- [PROVIDED INFORMATION]:
* * *
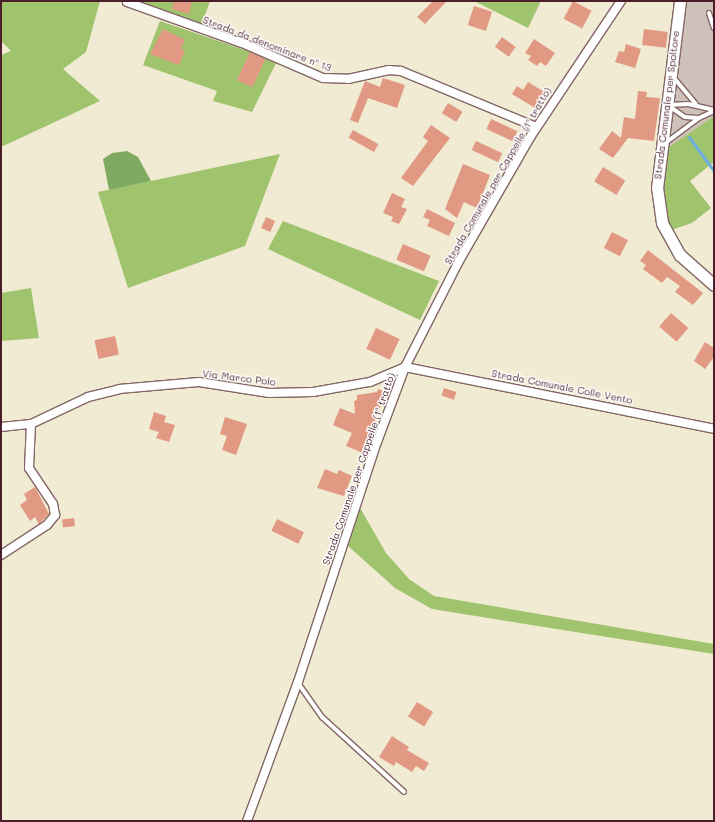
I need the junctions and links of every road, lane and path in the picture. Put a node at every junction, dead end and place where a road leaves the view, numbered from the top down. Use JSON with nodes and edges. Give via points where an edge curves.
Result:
{"nodes":[{"id":1,"x":621,"y":1,"type":"edge"},
{"id":2,"x":680,"y":1,"type":"edge"},
{"id":3,"x":127,"y":2,"type":"dead end"},
{"id":4,"x":709,"y":13,"type":"dead end"},
{"id":5,"x":714,"y":28,"type":"edge"},
{"id":6,"x":671,"y":73,"type":"junction"},
{"id":7,"x":667,"y":105,"type":"junction"},
{"id":8,"x":698,"y":106,"type":"junction"},
{"id":9,"x":714,"y":110,"type":"edge"},
{"id":10,"x":699,"y":118,"type":"junction"},
{"id":11,"x":536,"y":127,"type":"junction"},
{"id":12,"x":662,"y":145,"type":"junction"},
{"id":13,"x":714,"y":286,"type":"edge"},
{"id":14,"x":406,"y":367,"type":"junction"},
{"id":15,"x":31,"y":424,"type":"junction"},
{"id":16,"x":1,"y":427,"type":"edge"},
{"id":17,"x":714,"y":429,"type":"edge"},
{"id":18,"x":1,"y":555,"type":"edge"},
{"id":19,"x":298,"y":682,"type":"junction"},
{"id":20,"x":404,"y":792,"type":"dead end"},
{"id":21,"x":247,"y":821,"type":"edge"}],
"edges":[{"from":1,"to":11,"type":"street","name":"Strada Comunale per Cappelle (1º tratto)"},
{"from":2,"to":6,"type":"street","name":"Strada Comunale per Spoltore"},
{"from":3,"to":11,"type":"street","name":"Strada da denominare nº 13","via":[[248,45],[323,78],[343,80],[389,70],[401,71]]},
{"from":4,"to":5,"type":"lane"},
{"from":6,"to":7,"type":"street","name":"Strada Comunale per Spoltore"},
{"from":6,"to":8,"type":"lane","via":[[683,92]]},
{"from":7,"to":8,"type":"lane"},
{"from":7,"to":10,"type":"lane","via":[[685,117]]},
{"from":7,"to":12,"type":"street","name":"Strada Comunale per Spoltore"},
{"from":8,"to":9,"type":"lane"},
{"from":9,"to":10,"type":"lane"},
{"from":10,"to":12,"type":"lane"},
{"from":11,"to":14,"type":"street","name":"Strada Comunale per Cappelle (1º tratto)","via":[[459,261]]},
{"from":12,"to":13,"type":"street","name":"Strada Comunale per Spoltore","via":[[657,187],[662,223],[680,255]]},
{"from":14,"to":15,"type":"street","name":"Via Marco Polo","via":[[370,382],[313,392],[269,393],[199,382],[119,389],[88,397]]},
{"from":14,"to":17,"type":"street","name":"Strada Comunale Colle Vento"},
{"from":14,"to":19,"type":"street","name":"Strada Comunale per Cappelle (1º tratto)","via":[[377,442]]},
{"from":15,"to":16,"type":"street","name":"Via Marco Polo"},
{"from":15,"to":18,"type":"street","via":[[29,468],[53,504],[55,515],[47,525]]},
{"from":19,"to":20,"type":"lane","via":[[322,717]]},
{"from":19,"to":21,"type":"street","name":"Strada Comunale per Cappelle (1º tratto)"}]}
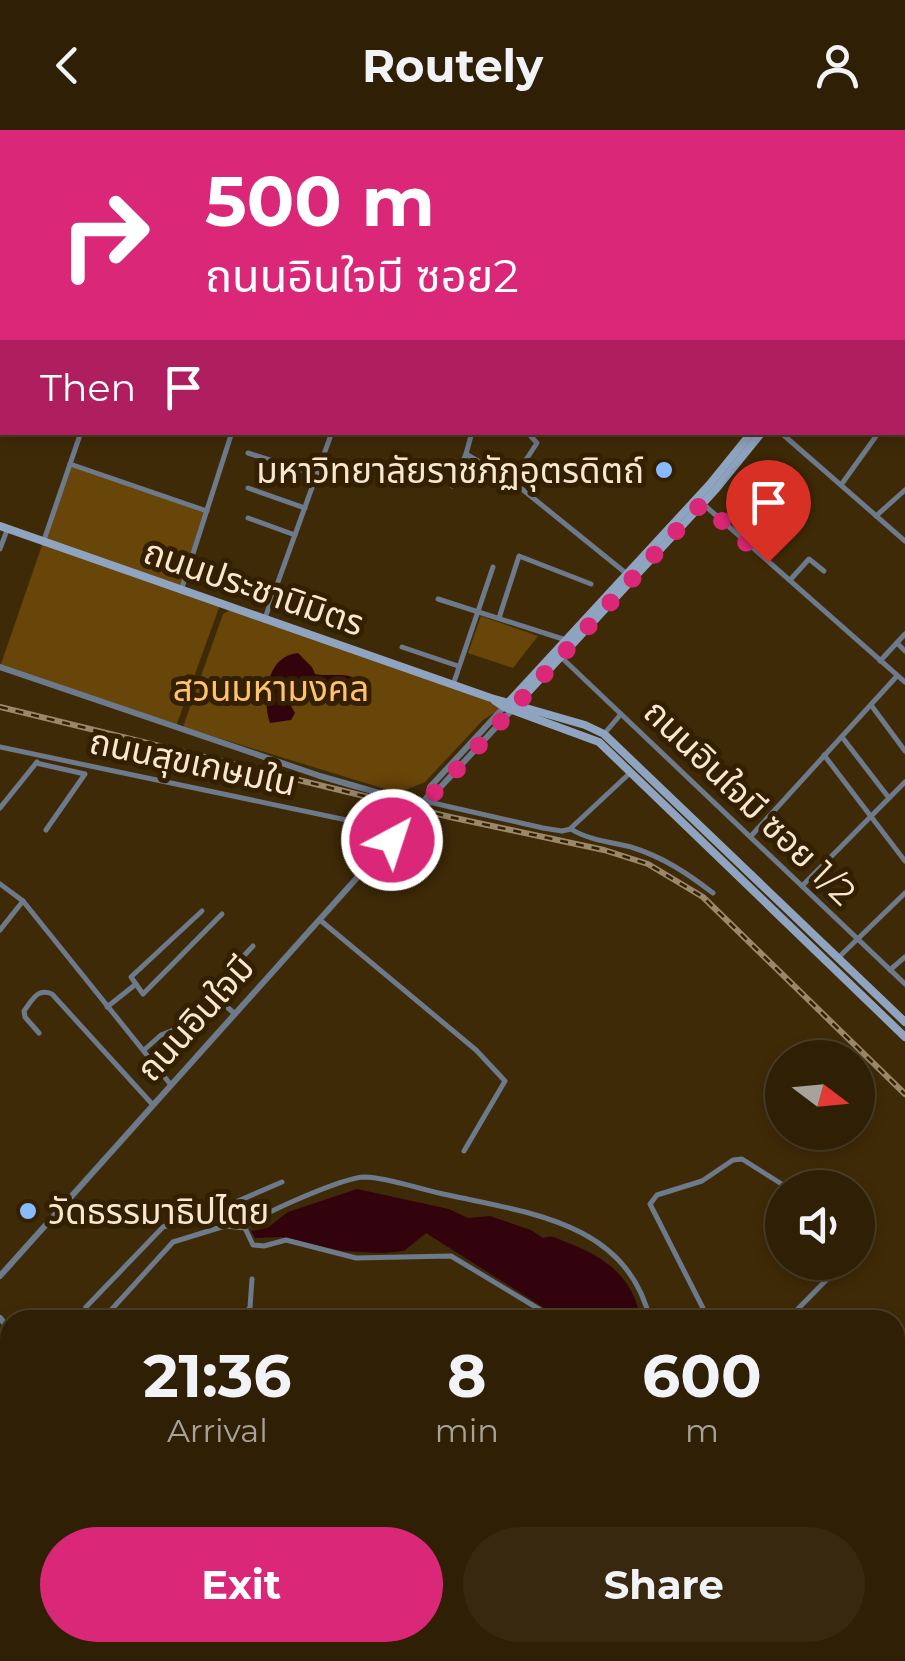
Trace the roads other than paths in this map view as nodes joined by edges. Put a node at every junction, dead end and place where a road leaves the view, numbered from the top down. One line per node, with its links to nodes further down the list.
1 (80, 435): 12 (street)
2 (231, 435): 21 (street)
3 (331, 435): 13 (street)
4 (471, 435): 11 (street)
5 (530, 435): 14 (street)
6 (750, 435): 19 (main road, ถนนอินใจมี)
7 (759, 435): 19 (main road, ถนนอินใจมี)
8 (784, 435): 15 (street)
9 (877, 435): 15 (street)
10 (248, 452): 13 (street)
11 (466, 454): 14 (street); 16 (street)
12 (70, 464): 21 (street); 27 (street)
13 (317, 475): 20 (street)
14 (512, 481): 31 (street)
15 (841, 484): 22 (street)
16 (452, 486)
17 (248, 488): 20 (street)
18 (905, 490): 22 (street)
19 (699, 501): 31 (main road, ถนนอินใจมี); 32 (street)
20 (305, 508): 25 (street)
21 (207, 511): 34 (street)
22 (876, 516): 26 (street)
23 (248, 518): 25 (street)
24 (3, 528): 27 (main road, ถนนประชานิมิตร); 28 (street)
25 (296, 535): 38 (street)
26 (905, 542)
27 (43, 544): 34 (main road, ถนนประชานิมิตร)
28 (0, 549)
29 (492, 567): 36 (street)
30 (824, 571): 32 (street)
31 (630, 576): 40 (main road, ถนนอินใจมี)
32 (789, 580): 45 (street)
33 (590, 584): 37 (street)
34 (181, 592): 38 (main road, ถนนประชานิมิตร)
35 (438, 599): 36 (street)
36 (477, 612): 37 (street); 46 (street)
37 (498, 618): 40 (street)
38 (264, 620): 50 (main road, ถนนประชานิมิตร)
39 (905, 634): 41 (street)
40 (569, 642): 44 (main road, ถนนอินใจมี); 51 (main road, ถนนอินใจมี)
41 (897, 643): 43 (street); 45 (street)
42 (402, 648): 46 (street)
43 (905, 651)
44 (561, 657): 51 (main road, ถนนอินใจมี); 53 (street, ถนนอินใจมี ซอย 1/2)
45 (880, 661): 48 (street)
46 (458, 666): 50 (street)
47 (0, 667): 63 (street)
48 (897, 676): 49 (street); 52 (street)
49 (905, 682)
50 (453, 685): 51 (main road, ถนนประชานิมิตร)
51 (511, 705): 54 (main road); 61 (main road); 64 (street, ถนนอินใจมี)
52 (870, 705): 55 (street); 57 (street)
53 (621, 714): 54 (street); 74 (street, ถนนอินใจมี ซอย 1/2)
54 (604, 734): 89 (main road)
55 (842, 736): 59 (street); 65 (street)
56 (0, 747): 58 (street, ถนนสุขเกษมใน)
57 (905, 751)
58 (42, 756): 60 (street); 69 (street, ถนนสุขเกษมใน)
59 (824, 756): 68 (street); 74 (street)
60 (36, 763): 66 (street); 72 (street)
61 (631, 772): 71 (street); 98 (main road)
62 (905, 782): 65 (street)
63 (412, 798): 64 (street); 67 (street)
64 (426, 798): 67 (street, ถนนอินใจมี); 71 (street)
65 (890, 798): 68 (street)
66 (0, 808)
67 (418, 809): 70 (street, ถนนอินใจมี)
68 (871, 816): 76 (street); 78 (street)
69 (376, 826): 70 (street, ถนนสุขเกษมใน); 75 (street, ถนนสุขเกษมใน)
70 (401, 829): 73 (street, ถนนสุขเกษมใน); 75 (street, ถนนอินใจมี)
71 (571, 829): 79 (street)
72 (46, 830)
73 (413, 834)
74 (751, 836): 78 (street, ถนนอินใจมี ซอย 1/2)
75 (392, 840): 84 (street, ถนนอินใจมี)
76 (905, 861)
77 (0, 884): 81 (street)
78 (802, 886): 86 (street, ถนนอินใจมี ซอย 1/2)
79 (713, 893)
80 (905, 893): 86 (street)
81 (23, 901): 85 (street); 94 (street)
82 (202, 911): 91 (street)
83 (222, 914): 91 (street)
84 (320, 920): 95 (street, ถนนอินใจมี); 102 (street)
85 (0, 930)
86 (857, 939): 89 (street); 90 (street, ถนนอินใจมี ซอย 1/2)
87 (253, 946): 93 (street)
88 (905, 957): 90 (street)
89 (838, 958): 96 (main road)
90 (890, 970): 92 (street, ถนนอินใจมี ซอย 1/2)
91 (136, 984): 94 (street)
92 (905, 984)
93 (210, 992): 95 (street); 99 (street)
94 (108, 1007): 99 (street)
95 (235, 1014): 100 (street, ถนนอินใจมี)
96 (905, 1022)
97 (38, 1033): 101 (street)
98 (905, 1037)
99 (142, 1051): 100 (street)
100 (171, 1085): 101 (street, ถนนอินใจมี)
101 (154, 1105): 106 (street, ถนนอินใจมี)
102 (464, 1151)
103 (765, 1174): 114 (street)
104 (282, 1182): 109 (street)
105 (245, 1228): 110 (street); 112 (street); 113 (street)
106 (0, 1276)
107 (252, 1280): 111 (street)
108 (826, 1280): 115 (street)
109 (85, 1310)
110 (111, 1310)
111 (248, 1310)
112 (540, 1310)
113 (647, 1310)
114 (704, 1310)
115 (797, 1310)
* * *
- [TASK OBJECTIVE]:
Pull every line containing the word "links" out of the material.

- [FINAL ANSWER]:
I need the junctions and links of every road, lane and path in the picture. Put a node at every junction, dead end and place where a road leaves the view, numbered from the top down. Use JSON with nodes and edges. Give via points where an edge curves.
Trace the roads other than paths in this map view as nodes joined by edges. Put a node at every junction, dead end and place where a road leaves the view, numbered from the top down. One line per node, with its links to nodes further down the list.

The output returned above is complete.